(Collected data)

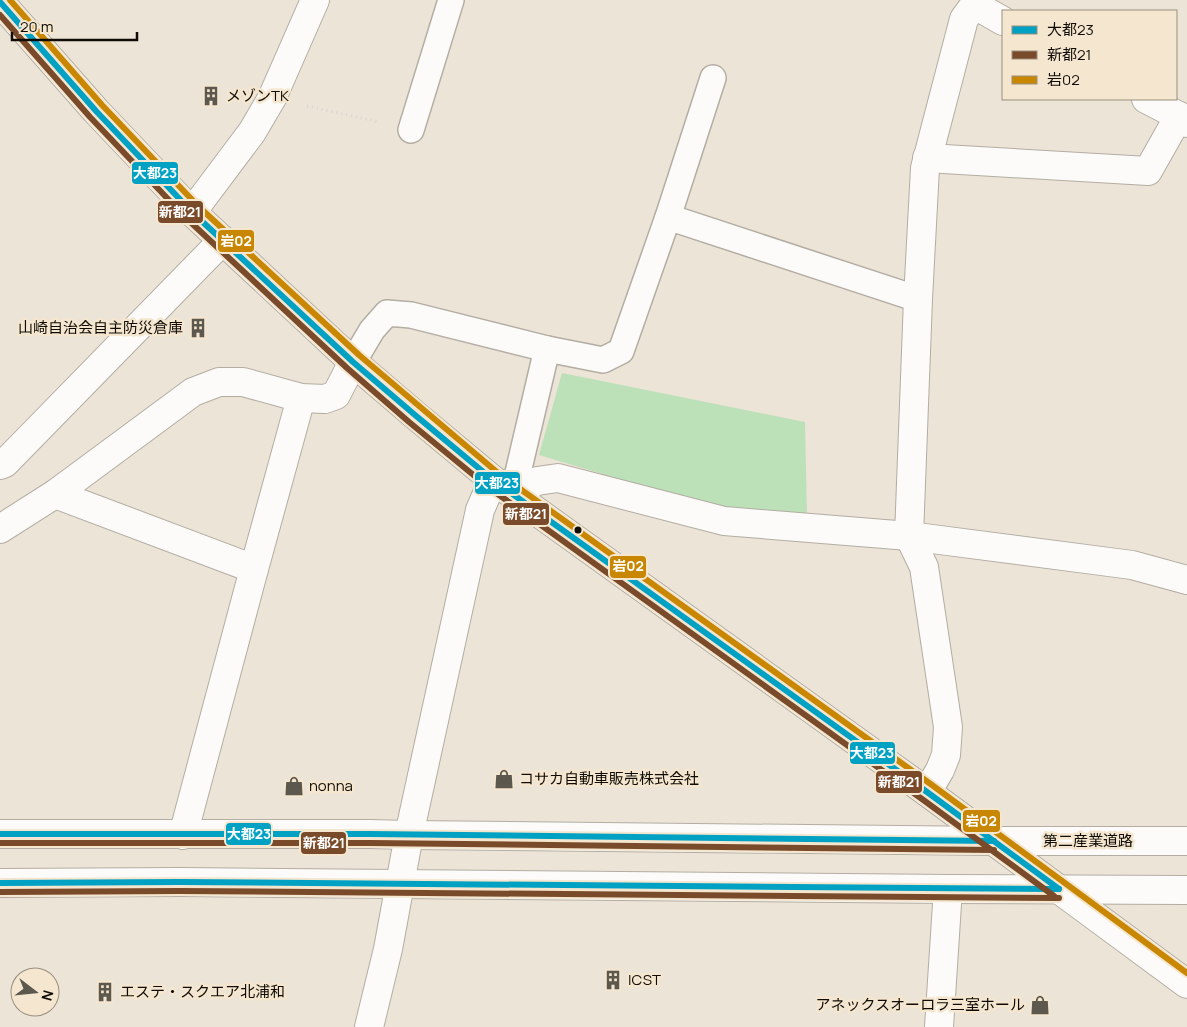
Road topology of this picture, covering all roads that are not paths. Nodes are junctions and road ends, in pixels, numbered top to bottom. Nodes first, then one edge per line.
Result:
1 (315, 0) edge
2 (451, 0) edge
3 (0, 2) edge
4 (976, 3) edge
5 (1002, 20) edge
6 (713, 78) dead end
7 (1148, 100) edge
8 (1183, 120) edge
9 (411, 130) road end
10 (927, 158) junction
11 (192, 212) junction
12 (668, 217) junction
13 (223, 240) junction
14 (918, 299) junction
15 (546, 350) junction
16 (353, 362) junction
17 (301, 398) junction
18 (0, 465) edge
19 (503, 487) junction
20 (55, 494) junction
21 (0, 529) edge
22 (909, 536) junction
23 (254, 569) junction
24 (1187, 580) edge
25 (928, 792) junction
26 (0, 834) edge
27 (183, 835) junction
28 (409, 836) junction
29 (994, 841) junction
30 (1187, 841) edge
31 (0, 882) edge
32 (400, 884) junction
33 (948, 889) junction
34 (1059, 889) junction
35 (1187, 890) edge
36 (1187, 984) edge
37 (369, 1027) edge
38 (938, 1027) edge

1 - 11 street
2 - 9 lane
3 - 11 street
4 - 5 street
4 - 10 street
6 - 12 lane
7 - 8 street
8 - 10 street
10 - 14 street
11 - 13 street
12 - 14 lane
12 - 15 lane
13 - 16 street
13 - 18 street
14 - 22 street
15 - 16 lane
15 - 19 lane
16 - 17 street
16 - 19 street
17 - 20 street
17 - 23 street
19 - 22 street
19 - 25 street
19 - 28 street
20 - 21 street
20 - 23 street
22 - 24 street
22 - 25 street
23 - 27 street
25 - 29 street
26 - 27 street, 第二産業道路
27 - 28 street, 第二産業道路
28 - 29 street, 第二産業道路
28 - 32 street
29 - 30 street, 第二産業道路
29 - 34 street
31 - 32 street
32 - 33 street
32 - 37 street
33 - 34 street
33 - 38 street
34 - 35 street
34 - 36 street

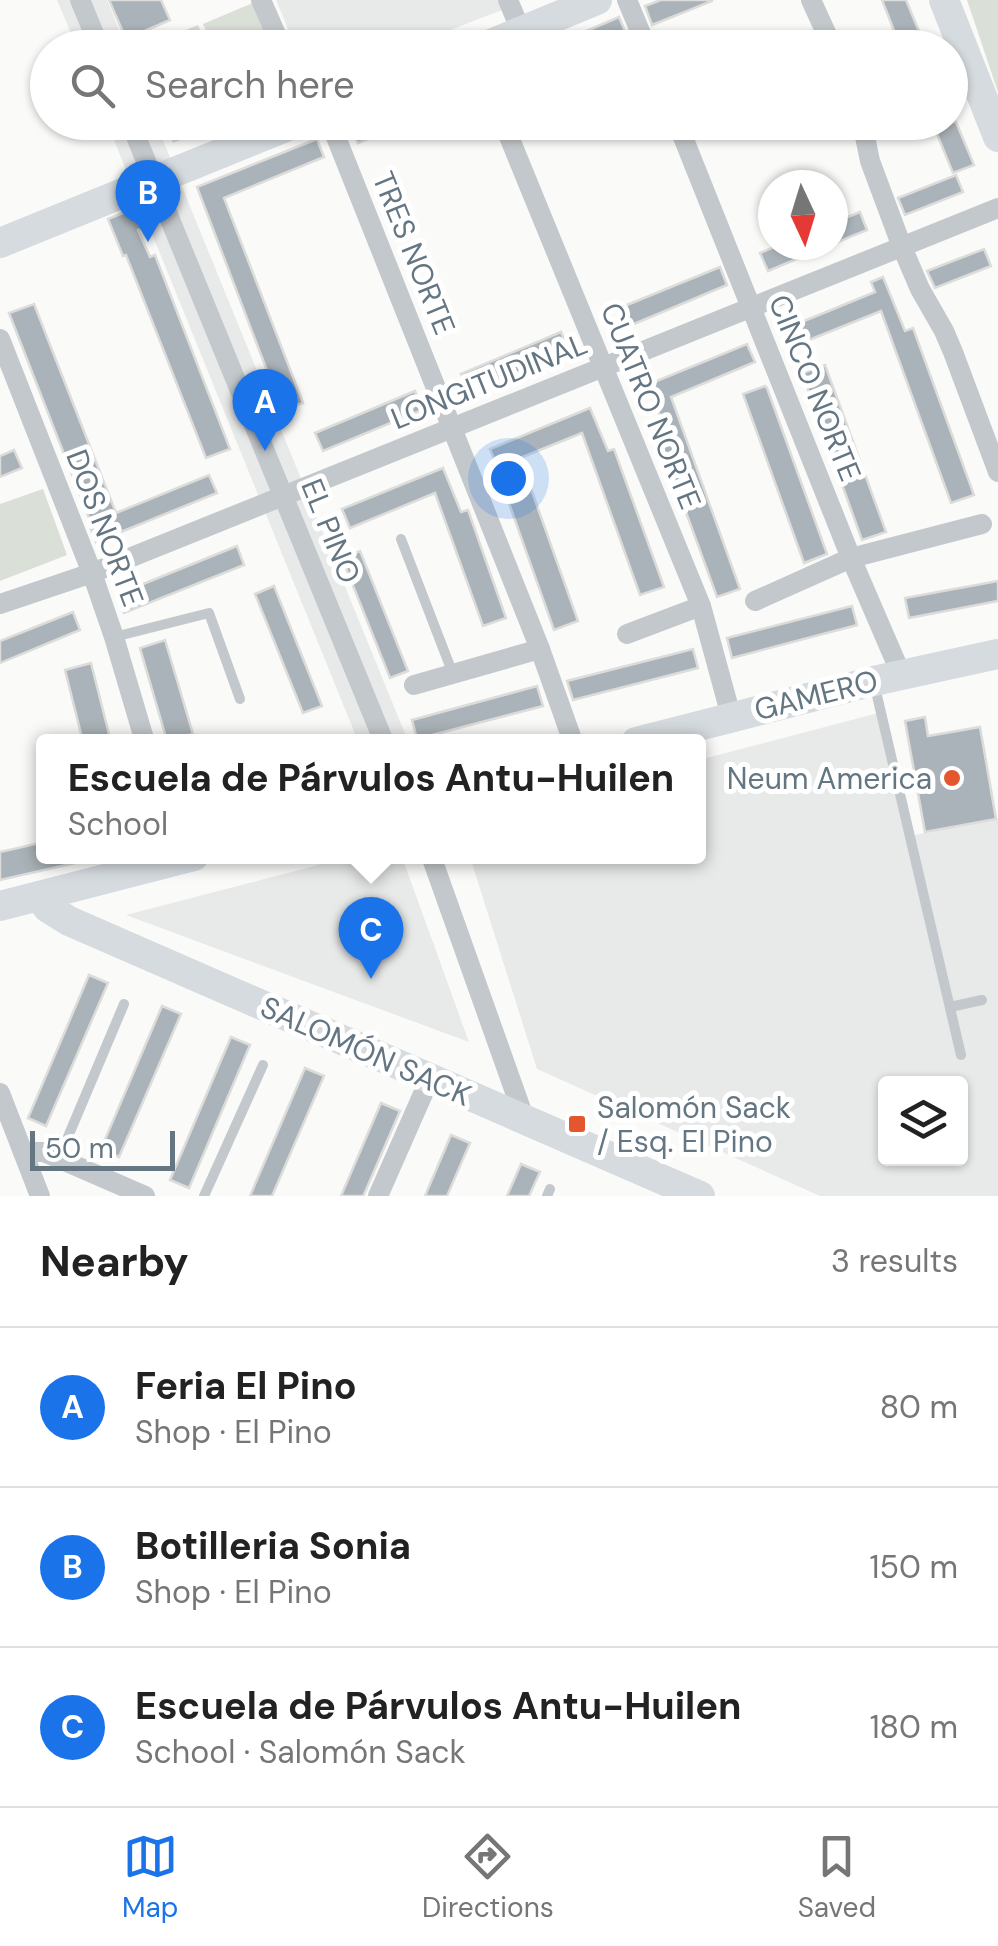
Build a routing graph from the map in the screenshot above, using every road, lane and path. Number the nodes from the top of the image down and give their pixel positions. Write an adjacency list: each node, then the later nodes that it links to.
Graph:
1 (80, 0): 8 (street)
2 (262, 0): 9 (street)
3 (508, 0): 10 (street)
4 (598, 0): 11 (street)
5 (628, 0): 12 (street)
6 (811, 0): 13 (street)
7 (944, 0): 14 (street)
8 (92, 30)
9 (274, 30)
10 (521, 30)
11 (523, 30)
12 (639, 30)
13 (825, 30)
14 (956, 30)
15 (968, 61): 16 (street)
16 (998, 137)
17 (137, 140): 23 (street, EL PINO)
18 (254, 140): 23 (street)
19 (337, 140): 30 (street, TRES NORTE)
20 (510, 140): 29 (street, CUATRO NORTE)
21 (684, 140): 27 (street, CINCO NORTE)
22 (866, 140): 26 (street)
23 (154, 181): 25 (street); 32 (street, EL PINO)
24 (998, 208): 26 (street, LONGITUDINAL)
25 (0, 243)
26 (902, 246): 27 (street, LONGITUDINAL); 31 (street)
27 (751, 308): 29 (street, LONGITUDINAL); 35 (street, CINCO NORTE)
28 (0, 338): 36 (street, DOS NORTE)
29 (603, 367): 30 (street, LONGITUDINAL); 39 (street, CUATRO NORTE)
30 (451, 428): 32 (street, LONGITUDINAL); 42 (street, TRES NORTE)
31 (998, 472)
32 (284, 496): 36 (street, LONGITUDINAL); 50 (street, EL PINO)
33 (982, 524): 35 (street)
34 (401, 538): 44 (lane)
35 (851, 558): 37 (street); 45 (street, CINCO NORTE)
36 (92, 573): 38 (street, LONGITUDINAL); 41 (street, DOS NORTE)
37 (756, 601)
38 (0, 604)
39 (701, 606): 40 (street); 48 (street, CUATRO NORTE)
40 (627, 634)
41 (114, 637): 47 (lane); 49 (street, DOS NORTE)
42 (540, 649): 44 (street); 51 (street, TRES NORTE)
43 (998, 654): 45 (street, GAMERO)
44 (452, 674): 46 (street)
45 (887, 678): 48 (street, GAMERO); 59 (lane)
46 (414, 685)
47 (240, 700)
48 (731, 716): 52 (street, GAMERO)
49 (143, 734)
50 (381, 734)
51 (570, 734)
52 (665, 734)
53 (163, 864): 55 (street)
54 (434, 864): 64 (street)
55 (39, 896): 56 (street); 62 (street, SALOMÓN SACK)
56 (0, 906)
57 (982, 1000): 59 (lane)
58 (124, 1004): 66 (lane)
59 (950, 1007): 60 (lane)
60 (961, 1055)
61 (263, 1065): 69 (lane)
62 (430, 1078): 64 (street, SALOMÓN SACK); 70 (street)
63 (0, 1093): 65 (street)
64 (525, 1120): 71 (street, SALOMÓN SACK)
65 (23, 1152): 66 (street); 67 (street)
66 (59, 1158): 68 (street)
67 (40, 1196)
68 (145, 1196)
69 (204, 1196)
70 (378, 1196)
71 (700, 1196)

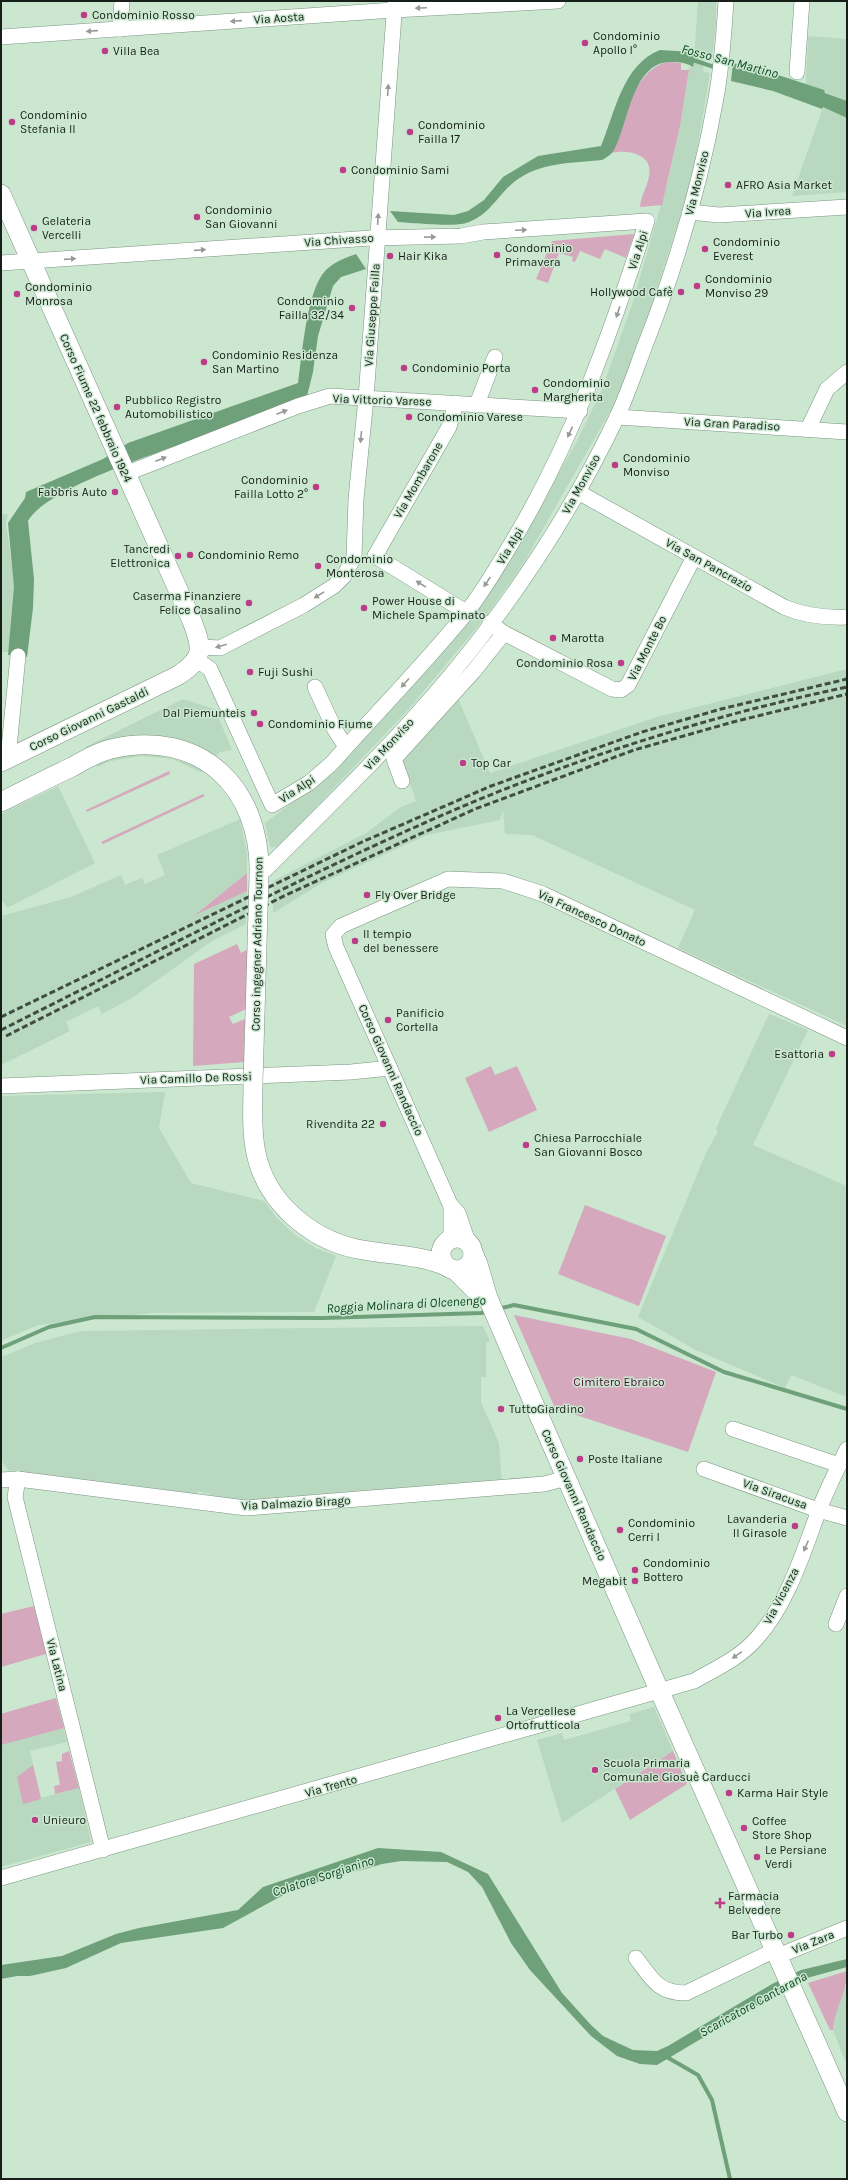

WORK TO COMPLETE:
Using the records above, report each line with the string "LONGITUDINAL".

WRITTEN RESPONSE:
24 (998, 208): 26 (street, LONGITUDINAL)
26 (902, 246): 27 (street, LONGITUDINAL); 31 (street)
27 (751, 308): 29 (street, LONGITUDINAL); 35 (street, CINCO NORTE)
29 (603, 367): 30 (street, LONGITUDINAL); 39 (street, CUATRO NORTE)
30 (451, 428): 32 (street, LONGITUDINAL); 42 (street, TRES NORTE)
32 (284, 496): 36 (street, LONGITUDINAL); 50 (street, EL PINO)
36 (92, 573): 38 (street, LONGITUDINAL); 41 (street, DOS NORTE)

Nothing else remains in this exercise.